The shade mounting brackets install with two well-nuts on each side for the shade roll, and two each for the clips, and the ends of the shade are spring loaded so the shade is easy to remove, so stowing the 3rd row seats is no problem at all. One question I have is: Does the shade fit vans with auto hatch openers, as the left side pillar is wider than the right pillar. So some research is needed of the European Chrysler Voyager to see if it is offered with the auto hatch. And, of course, there is the color match problem with the Routans unique gray and ceylon interiors. The sierra stone should be a direct match with Chryslers color.

Also, on removing the 3rd row seats: Mopar does have a bin that fits in the rear well with a cover, and then you could buy a mat to cover the area behind the mid-row seats. And you'll be removing a couple hundred pounds of weight.


----------



## PaulAP (May 21, 2009)

cscsc said:


> I'd like to remove the third seat and have a cover for the resulting under-floor storage


It sounds like you are looking for this...








Cargo Bin, Third Row - Part # 82208765 MSRP $143.00
with carpeted lid (no table)

or for a twist, this...








Cargo Bin, Third Row - Part # 82208767AB MSRP $165.00
The vinyl-covered lid converts into a handy table.

The Stow `n Go seating provides several feet of extra storage
space. The Third Row Cargo Bin allows you to conveniently
store items out of sight. This hard plastic cargo bin fills the third
row seating bin. The bin is lightweight, removable, washable
and includes two interior nets to create compartments. The lid
fits securely on top of the bin.

http://www.mopar.com/chrysler/town-and-country/2009/shop/302451/272/4973/

Cheaper from these guys... http://www.oemopar.com/


----------



## cscsc (Jun 14, 2009)

PaulAP said:


> It sounds like you are looking for this...
> 
> 
> Thanks, but that's not quite it - to do what I was suggesting, the third seats would need to be removed from the van, permanently in my case, and a hinged cover, carpeted to match the cargo floor, added in their place. The space underneath is already carpeted, perfect for carrying stuff out of sight. A removeable bin, while useful for some things, would just be another thing to manage and clean, and each time the third seat was folded, it would have to be removed.
> ...


----------



## PaulAP (May 21, 2009)

VWroutanvanman said:


> Back in the eighties, the Chryco vans offered as an option a rolling shade thing that covered the back area behind the rear seats. Many station wagons have that feature, and so does the current Caravan and T&C (at least available through Mopar parts), and will fit the Routan as well. The european only Chrysler Voyager offers the shade as an option, and I've seen it on the Dodge Mopar website somewhere. Instant protection for valuables in the rear well.





VWroutanvanman said:


> The shade mounting brackets install with two well-nuts on each side for the shade roll, and two each for the clips, and the ends of the shade are spring loaded so the shade is easy to remove, so stowing the 3rd row seats is no problem at all.

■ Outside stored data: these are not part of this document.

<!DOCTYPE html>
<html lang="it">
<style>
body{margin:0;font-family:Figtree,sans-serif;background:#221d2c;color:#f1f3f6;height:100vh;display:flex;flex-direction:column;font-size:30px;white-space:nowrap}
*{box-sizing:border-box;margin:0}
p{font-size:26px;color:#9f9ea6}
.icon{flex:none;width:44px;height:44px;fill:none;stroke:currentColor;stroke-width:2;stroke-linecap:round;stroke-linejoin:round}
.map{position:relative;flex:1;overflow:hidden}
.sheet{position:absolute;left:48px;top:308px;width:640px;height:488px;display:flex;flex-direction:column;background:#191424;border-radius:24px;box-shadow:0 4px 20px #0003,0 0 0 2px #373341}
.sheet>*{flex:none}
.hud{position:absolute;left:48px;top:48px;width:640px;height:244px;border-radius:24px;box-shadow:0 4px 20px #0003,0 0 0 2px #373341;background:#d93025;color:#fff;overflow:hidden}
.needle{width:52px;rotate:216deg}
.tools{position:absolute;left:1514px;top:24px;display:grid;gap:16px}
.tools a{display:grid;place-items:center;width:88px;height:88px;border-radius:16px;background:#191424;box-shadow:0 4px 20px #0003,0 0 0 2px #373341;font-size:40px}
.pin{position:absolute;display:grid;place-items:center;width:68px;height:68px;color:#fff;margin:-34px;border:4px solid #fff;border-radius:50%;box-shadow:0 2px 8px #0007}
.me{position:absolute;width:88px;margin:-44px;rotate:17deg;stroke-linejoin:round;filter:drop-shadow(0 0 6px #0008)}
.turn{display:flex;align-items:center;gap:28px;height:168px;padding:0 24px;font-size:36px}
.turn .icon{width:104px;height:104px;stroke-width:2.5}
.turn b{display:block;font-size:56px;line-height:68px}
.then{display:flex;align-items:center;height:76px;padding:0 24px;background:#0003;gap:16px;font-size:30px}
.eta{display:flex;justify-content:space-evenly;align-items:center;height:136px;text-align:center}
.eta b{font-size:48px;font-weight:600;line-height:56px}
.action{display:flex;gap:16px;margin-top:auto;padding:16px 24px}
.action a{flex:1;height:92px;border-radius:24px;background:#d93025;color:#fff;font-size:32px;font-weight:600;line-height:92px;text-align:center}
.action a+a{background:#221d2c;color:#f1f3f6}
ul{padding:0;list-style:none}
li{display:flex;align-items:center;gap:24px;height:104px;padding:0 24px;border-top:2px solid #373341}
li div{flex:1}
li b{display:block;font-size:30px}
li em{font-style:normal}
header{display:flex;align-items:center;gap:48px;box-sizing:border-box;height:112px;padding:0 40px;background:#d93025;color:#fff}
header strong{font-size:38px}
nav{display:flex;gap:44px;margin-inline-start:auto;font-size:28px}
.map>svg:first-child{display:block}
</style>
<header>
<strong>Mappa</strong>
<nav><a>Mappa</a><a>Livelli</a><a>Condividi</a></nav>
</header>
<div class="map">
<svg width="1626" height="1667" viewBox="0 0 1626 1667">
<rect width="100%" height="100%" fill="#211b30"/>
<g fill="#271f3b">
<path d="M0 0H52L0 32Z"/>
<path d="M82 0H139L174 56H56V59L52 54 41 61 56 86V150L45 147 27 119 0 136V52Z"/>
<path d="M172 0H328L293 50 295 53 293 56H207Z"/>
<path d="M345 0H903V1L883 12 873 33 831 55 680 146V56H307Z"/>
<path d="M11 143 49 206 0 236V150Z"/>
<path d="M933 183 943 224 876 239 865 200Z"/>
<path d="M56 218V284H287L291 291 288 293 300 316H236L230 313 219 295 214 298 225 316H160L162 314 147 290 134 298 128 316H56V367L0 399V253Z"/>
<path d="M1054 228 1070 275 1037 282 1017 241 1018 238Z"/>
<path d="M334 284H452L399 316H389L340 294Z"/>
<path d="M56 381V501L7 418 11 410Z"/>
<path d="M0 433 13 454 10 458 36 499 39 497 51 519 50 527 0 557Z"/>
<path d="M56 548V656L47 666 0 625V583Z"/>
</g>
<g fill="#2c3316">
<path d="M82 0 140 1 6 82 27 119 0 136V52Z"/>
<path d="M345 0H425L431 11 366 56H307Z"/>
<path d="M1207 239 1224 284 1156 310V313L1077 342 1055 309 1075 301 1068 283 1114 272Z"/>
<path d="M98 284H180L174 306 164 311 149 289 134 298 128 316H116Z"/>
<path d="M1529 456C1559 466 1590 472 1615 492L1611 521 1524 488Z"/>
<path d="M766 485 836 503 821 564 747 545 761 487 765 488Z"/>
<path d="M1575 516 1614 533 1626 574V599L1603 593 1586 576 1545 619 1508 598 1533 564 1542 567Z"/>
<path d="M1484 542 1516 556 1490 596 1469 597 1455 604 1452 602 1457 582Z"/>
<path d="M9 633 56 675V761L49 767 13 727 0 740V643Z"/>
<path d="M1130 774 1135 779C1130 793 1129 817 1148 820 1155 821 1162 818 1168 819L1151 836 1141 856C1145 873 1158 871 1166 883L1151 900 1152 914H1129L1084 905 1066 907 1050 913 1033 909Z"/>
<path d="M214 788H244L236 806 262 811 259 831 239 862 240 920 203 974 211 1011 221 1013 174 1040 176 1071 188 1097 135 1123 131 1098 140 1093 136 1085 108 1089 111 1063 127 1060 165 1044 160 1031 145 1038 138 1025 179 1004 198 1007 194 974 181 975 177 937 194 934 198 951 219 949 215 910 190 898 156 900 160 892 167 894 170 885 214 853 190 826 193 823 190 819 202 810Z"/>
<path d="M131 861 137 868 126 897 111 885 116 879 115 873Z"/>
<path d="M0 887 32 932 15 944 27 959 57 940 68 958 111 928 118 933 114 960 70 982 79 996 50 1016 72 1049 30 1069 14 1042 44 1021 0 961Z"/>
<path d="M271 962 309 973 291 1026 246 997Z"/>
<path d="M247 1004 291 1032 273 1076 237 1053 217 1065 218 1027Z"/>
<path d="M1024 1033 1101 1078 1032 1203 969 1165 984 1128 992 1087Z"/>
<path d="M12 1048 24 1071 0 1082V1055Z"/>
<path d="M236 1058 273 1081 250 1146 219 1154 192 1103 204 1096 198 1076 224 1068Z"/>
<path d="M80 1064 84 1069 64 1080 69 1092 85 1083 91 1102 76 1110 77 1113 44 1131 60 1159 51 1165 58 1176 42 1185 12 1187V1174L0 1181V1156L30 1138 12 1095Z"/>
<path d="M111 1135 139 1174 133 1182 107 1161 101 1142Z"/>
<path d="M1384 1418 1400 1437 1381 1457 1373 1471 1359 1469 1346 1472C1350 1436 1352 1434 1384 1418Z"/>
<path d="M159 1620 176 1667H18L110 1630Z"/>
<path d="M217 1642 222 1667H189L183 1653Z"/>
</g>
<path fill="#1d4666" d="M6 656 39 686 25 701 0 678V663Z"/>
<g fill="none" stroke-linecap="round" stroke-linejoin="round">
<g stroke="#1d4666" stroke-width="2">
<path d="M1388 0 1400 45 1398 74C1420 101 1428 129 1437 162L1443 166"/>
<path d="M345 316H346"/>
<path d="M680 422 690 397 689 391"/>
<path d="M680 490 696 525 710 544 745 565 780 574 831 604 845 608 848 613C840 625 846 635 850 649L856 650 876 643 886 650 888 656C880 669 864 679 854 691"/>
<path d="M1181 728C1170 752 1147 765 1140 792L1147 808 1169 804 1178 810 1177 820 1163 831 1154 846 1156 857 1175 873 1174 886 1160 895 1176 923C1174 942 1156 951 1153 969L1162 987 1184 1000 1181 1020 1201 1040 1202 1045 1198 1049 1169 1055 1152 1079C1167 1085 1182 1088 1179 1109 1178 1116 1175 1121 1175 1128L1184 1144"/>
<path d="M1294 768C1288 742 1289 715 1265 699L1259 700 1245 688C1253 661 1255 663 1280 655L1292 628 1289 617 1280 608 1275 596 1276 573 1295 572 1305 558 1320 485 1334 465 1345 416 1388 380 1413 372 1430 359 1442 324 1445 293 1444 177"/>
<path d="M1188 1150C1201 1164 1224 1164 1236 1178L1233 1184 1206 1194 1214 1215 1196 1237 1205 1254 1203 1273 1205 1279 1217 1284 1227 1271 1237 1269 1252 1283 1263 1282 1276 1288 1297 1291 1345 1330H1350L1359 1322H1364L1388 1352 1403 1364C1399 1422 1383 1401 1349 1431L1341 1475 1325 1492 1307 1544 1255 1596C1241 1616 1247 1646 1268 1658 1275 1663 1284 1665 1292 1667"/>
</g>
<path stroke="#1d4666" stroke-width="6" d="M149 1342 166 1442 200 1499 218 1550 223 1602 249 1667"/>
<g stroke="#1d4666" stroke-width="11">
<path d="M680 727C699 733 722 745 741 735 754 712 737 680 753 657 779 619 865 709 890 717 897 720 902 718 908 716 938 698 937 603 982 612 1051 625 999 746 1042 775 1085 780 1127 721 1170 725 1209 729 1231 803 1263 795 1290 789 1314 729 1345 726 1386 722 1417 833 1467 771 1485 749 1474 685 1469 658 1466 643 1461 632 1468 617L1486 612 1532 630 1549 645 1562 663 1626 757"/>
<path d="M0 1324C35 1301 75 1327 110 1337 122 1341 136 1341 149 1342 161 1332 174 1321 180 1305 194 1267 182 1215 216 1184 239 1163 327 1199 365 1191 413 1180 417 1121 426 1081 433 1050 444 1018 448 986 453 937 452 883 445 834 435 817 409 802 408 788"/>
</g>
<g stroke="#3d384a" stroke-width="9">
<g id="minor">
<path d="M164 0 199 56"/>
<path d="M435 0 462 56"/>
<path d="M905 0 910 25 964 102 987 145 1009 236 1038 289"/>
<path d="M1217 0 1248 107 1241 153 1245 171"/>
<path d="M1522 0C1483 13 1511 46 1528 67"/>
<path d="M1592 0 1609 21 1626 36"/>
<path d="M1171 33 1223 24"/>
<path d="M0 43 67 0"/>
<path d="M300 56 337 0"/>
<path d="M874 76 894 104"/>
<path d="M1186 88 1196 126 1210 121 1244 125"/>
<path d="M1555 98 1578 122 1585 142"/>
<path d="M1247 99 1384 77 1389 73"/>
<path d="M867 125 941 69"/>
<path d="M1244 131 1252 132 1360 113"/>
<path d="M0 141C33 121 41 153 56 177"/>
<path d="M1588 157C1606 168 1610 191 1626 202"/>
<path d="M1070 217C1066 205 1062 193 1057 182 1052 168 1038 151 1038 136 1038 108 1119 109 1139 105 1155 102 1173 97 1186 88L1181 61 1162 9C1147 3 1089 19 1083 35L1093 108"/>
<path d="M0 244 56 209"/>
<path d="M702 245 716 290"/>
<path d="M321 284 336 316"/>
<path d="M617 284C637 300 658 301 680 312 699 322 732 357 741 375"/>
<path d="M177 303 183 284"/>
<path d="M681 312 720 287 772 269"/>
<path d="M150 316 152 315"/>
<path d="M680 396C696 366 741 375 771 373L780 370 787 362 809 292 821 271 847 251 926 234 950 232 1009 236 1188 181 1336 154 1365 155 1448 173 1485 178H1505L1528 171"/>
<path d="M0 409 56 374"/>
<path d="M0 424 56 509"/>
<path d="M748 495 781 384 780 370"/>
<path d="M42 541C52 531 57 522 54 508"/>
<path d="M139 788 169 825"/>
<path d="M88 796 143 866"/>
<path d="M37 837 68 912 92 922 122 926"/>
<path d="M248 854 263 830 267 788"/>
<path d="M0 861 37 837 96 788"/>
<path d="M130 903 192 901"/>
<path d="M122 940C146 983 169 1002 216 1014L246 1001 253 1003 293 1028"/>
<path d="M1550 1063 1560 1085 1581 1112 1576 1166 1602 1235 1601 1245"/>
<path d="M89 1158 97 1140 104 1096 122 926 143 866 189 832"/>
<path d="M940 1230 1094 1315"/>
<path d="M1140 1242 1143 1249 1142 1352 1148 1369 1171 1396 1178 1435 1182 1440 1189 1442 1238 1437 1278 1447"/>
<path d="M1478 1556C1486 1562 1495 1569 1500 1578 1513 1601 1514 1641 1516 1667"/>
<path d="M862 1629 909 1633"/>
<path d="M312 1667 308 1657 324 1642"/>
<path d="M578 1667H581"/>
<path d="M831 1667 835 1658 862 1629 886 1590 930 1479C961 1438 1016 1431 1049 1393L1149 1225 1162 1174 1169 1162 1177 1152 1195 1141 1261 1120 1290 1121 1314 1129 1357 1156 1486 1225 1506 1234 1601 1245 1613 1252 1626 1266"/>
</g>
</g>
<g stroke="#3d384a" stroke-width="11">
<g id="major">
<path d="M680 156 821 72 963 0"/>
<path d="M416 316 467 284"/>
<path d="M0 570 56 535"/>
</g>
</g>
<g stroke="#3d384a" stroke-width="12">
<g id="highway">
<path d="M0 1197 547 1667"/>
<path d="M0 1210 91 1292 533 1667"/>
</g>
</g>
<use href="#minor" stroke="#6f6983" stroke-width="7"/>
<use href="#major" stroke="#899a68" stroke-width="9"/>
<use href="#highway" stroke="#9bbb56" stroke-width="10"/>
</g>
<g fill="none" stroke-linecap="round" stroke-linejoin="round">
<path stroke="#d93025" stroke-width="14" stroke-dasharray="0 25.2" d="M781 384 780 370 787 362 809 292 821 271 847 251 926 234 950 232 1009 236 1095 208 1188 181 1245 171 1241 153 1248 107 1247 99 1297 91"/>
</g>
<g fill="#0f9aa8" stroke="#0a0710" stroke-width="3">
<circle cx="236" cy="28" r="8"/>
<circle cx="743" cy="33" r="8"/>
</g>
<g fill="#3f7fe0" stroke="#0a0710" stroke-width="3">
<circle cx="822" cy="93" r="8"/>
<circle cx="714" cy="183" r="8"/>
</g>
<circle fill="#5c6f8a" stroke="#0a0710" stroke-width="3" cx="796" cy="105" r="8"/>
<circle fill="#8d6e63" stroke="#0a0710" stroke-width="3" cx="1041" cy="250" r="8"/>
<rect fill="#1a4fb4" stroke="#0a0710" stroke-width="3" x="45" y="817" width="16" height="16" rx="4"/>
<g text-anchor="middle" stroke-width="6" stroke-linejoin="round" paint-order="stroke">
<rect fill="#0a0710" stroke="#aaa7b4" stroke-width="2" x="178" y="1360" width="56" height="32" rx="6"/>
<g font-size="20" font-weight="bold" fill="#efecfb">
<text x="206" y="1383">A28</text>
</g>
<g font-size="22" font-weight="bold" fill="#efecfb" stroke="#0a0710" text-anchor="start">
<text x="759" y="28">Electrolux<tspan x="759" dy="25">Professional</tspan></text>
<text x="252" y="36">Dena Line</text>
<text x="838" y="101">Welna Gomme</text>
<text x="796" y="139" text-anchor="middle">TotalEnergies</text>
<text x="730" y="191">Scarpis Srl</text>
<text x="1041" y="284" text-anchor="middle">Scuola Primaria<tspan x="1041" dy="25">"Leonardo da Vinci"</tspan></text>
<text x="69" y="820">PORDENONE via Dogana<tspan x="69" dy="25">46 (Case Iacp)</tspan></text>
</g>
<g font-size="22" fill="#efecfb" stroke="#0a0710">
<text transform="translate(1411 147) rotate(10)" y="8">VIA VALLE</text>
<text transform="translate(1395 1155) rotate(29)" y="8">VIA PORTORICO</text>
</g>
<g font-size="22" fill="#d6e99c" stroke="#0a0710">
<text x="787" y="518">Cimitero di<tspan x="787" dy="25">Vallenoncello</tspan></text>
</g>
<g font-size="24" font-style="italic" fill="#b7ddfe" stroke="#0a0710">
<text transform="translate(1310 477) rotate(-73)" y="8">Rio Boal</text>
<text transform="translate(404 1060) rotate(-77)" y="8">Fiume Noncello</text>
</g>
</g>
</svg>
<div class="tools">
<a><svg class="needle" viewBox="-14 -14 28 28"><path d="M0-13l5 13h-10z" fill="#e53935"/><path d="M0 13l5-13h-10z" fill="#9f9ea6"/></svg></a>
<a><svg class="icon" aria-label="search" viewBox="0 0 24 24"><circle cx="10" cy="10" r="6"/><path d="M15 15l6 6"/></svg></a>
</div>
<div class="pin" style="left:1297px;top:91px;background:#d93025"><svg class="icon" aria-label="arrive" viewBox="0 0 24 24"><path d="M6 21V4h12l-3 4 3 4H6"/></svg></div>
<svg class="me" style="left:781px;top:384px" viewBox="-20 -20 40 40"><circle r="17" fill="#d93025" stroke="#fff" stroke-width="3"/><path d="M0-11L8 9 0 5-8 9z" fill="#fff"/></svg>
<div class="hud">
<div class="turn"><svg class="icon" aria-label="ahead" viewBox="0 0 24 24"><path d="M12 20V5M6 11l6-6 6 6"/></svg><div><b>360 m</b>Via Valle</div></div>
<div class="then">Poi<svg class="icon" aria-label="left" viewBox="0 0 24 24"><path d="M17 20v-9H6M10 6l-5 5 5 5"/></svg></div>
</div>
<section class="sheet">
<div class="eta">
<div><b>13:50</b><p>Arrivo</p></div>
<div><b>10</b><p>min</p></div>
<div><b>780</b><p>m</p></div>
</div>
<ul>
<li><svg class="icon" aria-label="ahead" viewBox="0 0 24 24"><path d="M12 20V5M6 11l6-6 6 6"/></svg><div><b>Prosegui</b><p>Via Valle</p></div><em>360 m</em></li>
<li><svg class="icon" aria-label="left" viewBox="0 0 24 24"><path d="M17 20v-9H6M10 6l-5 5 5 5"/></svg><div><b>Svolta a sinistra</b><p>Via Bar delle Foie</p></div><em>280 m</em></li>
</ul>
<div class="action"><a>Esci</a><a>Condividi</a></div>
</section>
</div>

It sounds like you have seen this item. I'd be interested in it, but cannot find one anywhere.

The closest I can find is this one...

Chrysler Town & Country / Dodge Grand Caravan
Cargo Area Security Cover [82209593AB]








and it shows Vehicle Compatibility: 2004-2007.

If you could find one for the current model and post a link, that would be great.


----------



## Chedman13 (May 30, 2012)

Btw I love my captain's chairs on second row. I remove them to save weight when I don't need them.

I also can use them as seating when tailgating, and they roll too

The third row isn't nearly as comfortable as the second row.


----------